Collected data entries
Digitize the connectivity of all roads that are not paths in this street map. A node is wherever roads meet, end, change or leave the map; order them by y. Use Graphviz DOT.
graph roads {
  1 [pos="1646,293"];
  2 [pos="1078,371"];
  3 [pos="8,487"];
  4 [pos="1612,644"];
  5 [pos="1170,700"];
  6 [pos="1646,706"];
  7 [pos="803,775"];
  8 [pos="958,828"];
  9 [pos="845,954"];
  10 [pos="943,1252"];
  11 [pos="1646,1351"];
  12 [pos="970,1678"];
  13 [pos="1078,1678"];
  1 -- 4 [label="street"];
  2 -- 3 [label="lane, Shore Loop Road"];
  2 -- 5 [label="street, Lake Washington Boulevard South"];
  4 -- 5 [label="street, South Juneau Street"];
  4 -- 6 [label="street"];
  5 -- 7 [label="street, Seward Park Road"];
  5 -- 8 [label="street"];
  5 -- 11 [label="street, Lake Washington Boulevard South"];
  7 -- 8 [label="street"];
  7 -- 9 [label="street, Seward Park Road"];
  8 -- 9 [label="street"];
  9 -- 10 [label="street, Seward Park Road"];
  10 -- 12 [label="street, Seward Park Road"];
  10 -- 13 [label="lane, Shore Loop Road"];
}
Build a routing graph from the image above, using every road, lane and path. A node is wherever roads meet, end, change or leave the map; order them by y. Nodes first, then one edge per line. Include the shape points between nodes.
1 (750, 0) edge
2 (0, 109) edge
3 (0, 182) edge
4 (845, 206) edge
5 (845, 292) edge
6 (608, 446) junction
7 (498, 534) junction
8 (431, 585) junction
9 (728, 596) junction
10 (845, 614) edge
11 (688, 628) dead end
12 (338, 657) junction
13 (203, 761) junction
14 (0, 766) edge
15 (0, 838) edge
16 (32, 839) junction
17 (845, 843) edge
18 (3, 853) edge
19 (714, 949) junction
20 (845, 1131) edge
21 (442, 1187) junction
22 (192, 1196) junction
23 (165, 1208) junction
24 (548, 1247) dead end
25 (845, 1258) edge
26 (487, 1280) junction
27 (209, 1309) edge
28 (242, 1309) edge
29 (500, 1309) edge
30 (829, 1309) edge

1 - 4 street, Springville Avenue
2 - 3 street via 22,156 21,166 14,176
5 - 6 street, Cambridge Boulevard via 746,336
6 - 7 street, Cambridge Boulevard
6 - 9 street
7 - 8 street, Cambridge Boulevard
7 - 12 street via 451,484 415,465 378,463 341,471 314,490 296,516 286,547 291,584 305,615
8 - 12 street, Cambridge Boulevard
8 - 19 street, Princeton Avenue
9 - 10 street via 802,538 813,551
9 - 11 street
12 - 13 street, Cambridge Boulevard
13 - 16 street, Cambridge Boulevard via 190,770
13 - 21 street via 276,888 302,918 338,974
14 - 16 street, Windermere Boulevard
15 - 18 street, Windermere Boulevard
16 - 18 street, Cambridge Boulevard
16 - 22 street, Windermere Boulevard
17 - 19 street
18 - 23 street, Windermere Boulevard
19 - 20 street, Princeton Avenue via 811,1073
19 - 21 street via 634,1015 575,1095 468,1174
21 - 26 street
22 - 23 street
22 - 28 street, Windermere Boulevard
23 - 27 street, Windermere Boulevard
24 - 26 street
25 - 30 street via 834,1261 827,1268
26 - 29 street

| Problem to work on |
Take the entries above and return all of them exactly.

| Answer to this problem |
Digitize the connectivity of all roads that are not paths in this street map. A node is wherever roads meet, end, change or leave the map; order them by y. Use Graphviz DOT.
graph roads {
  1 [pos="1646,293"];
  2 [pos="1078,371"];
  3 [pos="8,487"];
  4 [pos="1612,644"];
  5 [pos="1170,700"];
  6 [pos="1646,706"];
  7 [pos="803,775"];
  8 [pos="958,828"];
  9 [pos="845,954"];
  10 [pos="943,1252"];
  11 [pos="1646,1351"];
  12 [pos="970,1678"];
  13 [pos="1078,1678"];
  1 -- 4 [label="street"];
  2 -- 3 [label="lane, Shore Loop Road"];
  2 -- 5 [label="street, Lake Washington Boulevard South"];
  4 -- 5 [label="street, South Juneau Street"];
  4 -- 6 [label="street"];
  5 -- 7 [label="street, Seward Park Road"];
  5 -- 8 [label="street"];
  5 -- 11 [label="street, Lake Washington Boulevard South"];
  7 -- 8 [label="street"];
  7 -- 9 [label="street, Seward Park Road"];
  8 -- 9 [label="street"];
  9 -- 10 [label="street, Seward Park Road"];
  10 -- 12 [label="street, Seward Park Road"];
  10 -- 13 [label="lane, Shore Loop Road"];
}
Build a routing graph from the image above, using every road, lane and path. A node is wherever roads meet, end, change or leave the map; order them by y. Nodes first, then one edge per line. Include the shape points between nodes.
1 (750, 0) edge
2 (0, 109) edge
3 (0, 182) edge
4 (845, 206) edge
5 (845, 292) edge
6 (608, 446) junction
7 (498, 534) junction
8 (431, 585) junction
9 (728, 596) junction
10 (845, 614) edge
11 (688, 628) dead end
12 (338, 657) junction
13 (203, 761) junction
14 (0, 766) edge
15 (0, 838) edge
16 (32, 839) junction
17 (845, 843) edge
18 (3, 853) edge
19 (714, 949) junction
20 (845, 1131) edge
21 (442, 1187) junction
22 (192, 1196) junction
23 (165, 1208) junction
24 (548, 1247) dead end
25 (845, 1258) edge
26 (487, 1280) junction
27 (209, 1309) edge
28 (242, 1309) edge
29 (500, 1309) edge
30 (829, 1309) edge

1 - 4 street, Springville Avenue
2 - 3 street via 22,156 21,166 14,176
5 - 6 street, Cambridge Boulevard via 746,336
6 - 7 street, Cambridge Boulevard
6 - 9 street
7 - 8 street, Cambridge Boulevard
7 - 12 street via 451,484 415,465 378,463 341,471 314,490 296,516 286,547 291,584 305,615
8 - 12 street, Cambridge Boulevard
8 - 19 street, Princeton Avenue
9 - 10 street via 802,538 813,551
9 - 11 street
12 - 13 street, Cambridge Boulevard
13 - 16 street, Cambridge Boulevard via 190,770
13 - 21 street via 276,888 302,918 338,974
14 - 16 street, Windermere Boulevard
15 - 18 street, Windermere Boulevard
16 - 18 street, Cambridge Boulevard
16 - 22 street, Windermere Boulevard
17 - 19 street
18 - 23 street, Windermere Boulevard
19 - 20 street, Princeton Avenue via 811,1073
19 - 21 street via 634,1015 575,1095 468,1174
21 - 26 street
22 - 23 street
22 - 28 street, Windermere Boulevard
23 - 27 street, Windermere Boulevard
24 - 26 street
25 - 30 street via 834,1261 827,1268
26 - 29 street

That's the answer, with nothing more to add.